Bitcoin climbed to a four-week high this week, briefly reopening the path toward the roughly $78,700 monthly close seen in January. The bounce off the early-February low has been sharp — about 22% from the ~$60,000 area — but several market indicators suggest the move lacks broad conviction.
Options markets are signaling caution: recent flow shows puts trading at about a 10% premium to equivalent calls. Historically, a neutral 30-day put-call skew sits between roughly -6% and +6%; readings this skewed toward puts imply professional traders are paying up for downside protection. Futures market structure also looks tepid — the annualized futures basis remains under the typical neutral threshold near 5%, indicating muted demand for leveraged long exposure.

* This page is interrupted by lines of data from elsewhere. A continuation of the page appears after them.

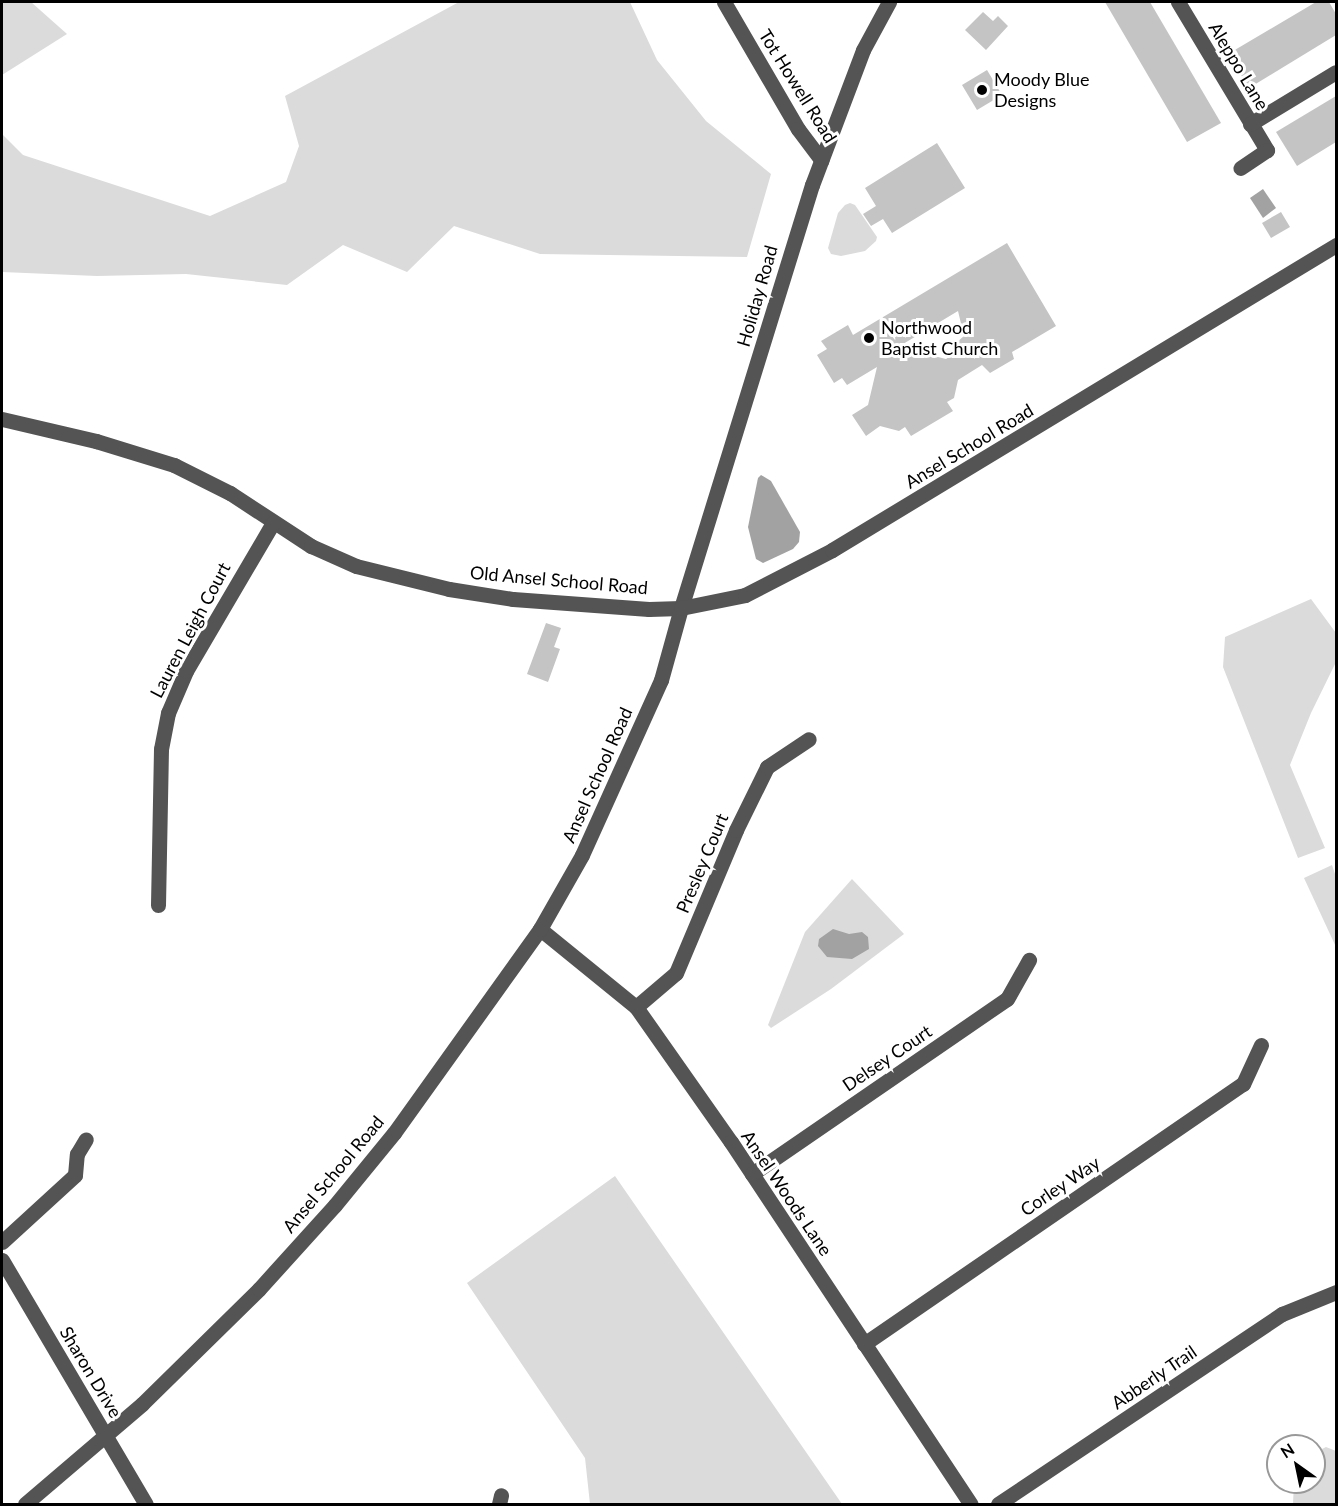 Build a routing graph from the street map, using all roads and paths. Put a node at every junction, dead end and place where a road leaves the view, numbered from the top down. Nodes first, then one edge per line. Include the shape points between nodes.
1 (724, 2) edge
2 (889, 2) edge
3 (1178, 2) edge
4 (1336, 72) edge
5 (1250, 124) junction
6 (821, 160) junction
7 (1240, 168) dead end
8 (1336, 246) edge
9 (2, 419) edge
10 (273, 523) junction
11 (681, 608) junction
12 (809, 739) dead end
13 (158, 905) dead end
14 (540, 929) junction
15 (1029, 960) dead end
16 (636, 1007) junction
17 (1261, 1046) dead end
18 (86, 1139) dead end
19 (752, 1174) junction
20 (2, 1242) edge
21 (2, 1260) edge
22 (1336, 1292) edge
23 (864, 1344) junction
24 (107, 1437) junction
25 (25, 1504) edge
26 (146, 1504) edge
27 (971, 1504) edge
28 (998, 1504) edge

1 - 6 street, Tot Howell Road via 798,129
2 - 6 street, Holiday Road via 863,50
3 - 5 street, Aleppo Lane
4 - 5 street
5 - 7 street, Aleppo Lane via 1267,150
6 - 11 street, Holiday Road
8 - 11 street, Ansel School Road via 832,550 745,595
9 - 10 street, Old Ansel School Road via 96,441 174,465 230,493
10 - 11 street, Old Ansel School Road via 310,546 356,566 449,589 513,600
10 - 13 street, Lauren Leigh Court via 186,671 168,713 161,749
11 - 14 street, Ansel School Road via 661,680 604,810
12 - 16 street, Presley Court via 767,767 736,830 676,974
14 - 16 street, Ansel Woods Lane
14 - 24 street, Ansel School Road via 394,1132 335,1205 259,1289
15 - 19 street, Delsey Court via 1007,999
16 - 19 street, Ansel Woods Lane
17 - 23 street, Corley Way via 1243,1084
18 - 20 street via 77,1154 75,1175
19 - 23 street, Ansel Woods Lane
21 - 24 street, Sharon Drive
22 - 28 street, Abberly Trail via 1282,1314
23 - 27 street, Ansel Woods Lane
24 - 25 street, Ansel School Road
24 - 26 street, Sharon Drive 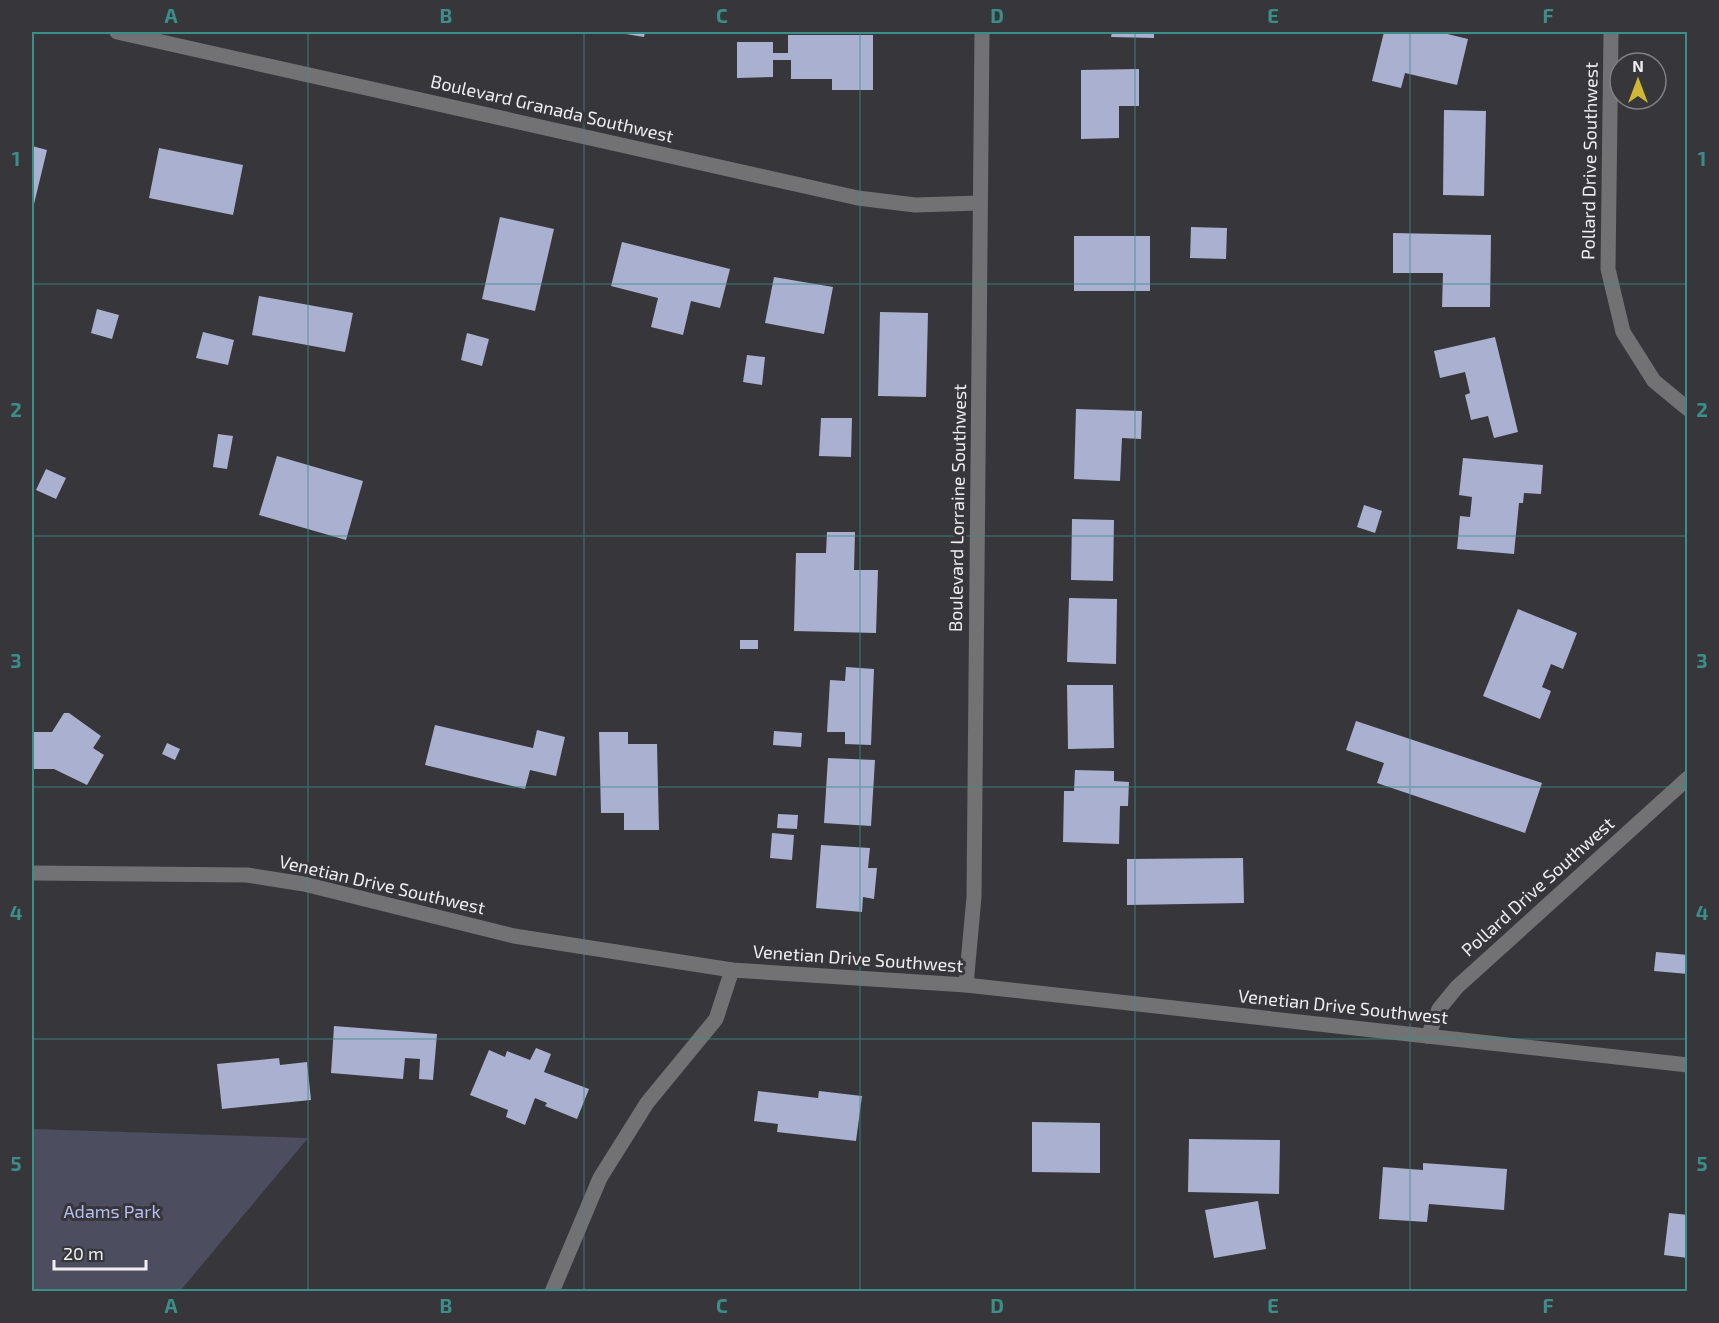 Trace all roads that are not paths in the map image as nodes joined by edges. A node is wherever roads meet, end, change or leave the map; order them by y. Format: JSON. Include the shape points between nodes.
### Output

On-chain data reinforces that caution. After the sharp drawdown earlier this month, many holders remain underwater. Glassnode-style metrics estimate about 43% of circulating supply is held at a loss based on the coins’ last on-chain move, up from roughly 30% when Bitcoin was trading near $90,000 in late January. That large group of losing holders can create persistent overhead supply if they sell into rallies, limiting how far prices can sustainably climb.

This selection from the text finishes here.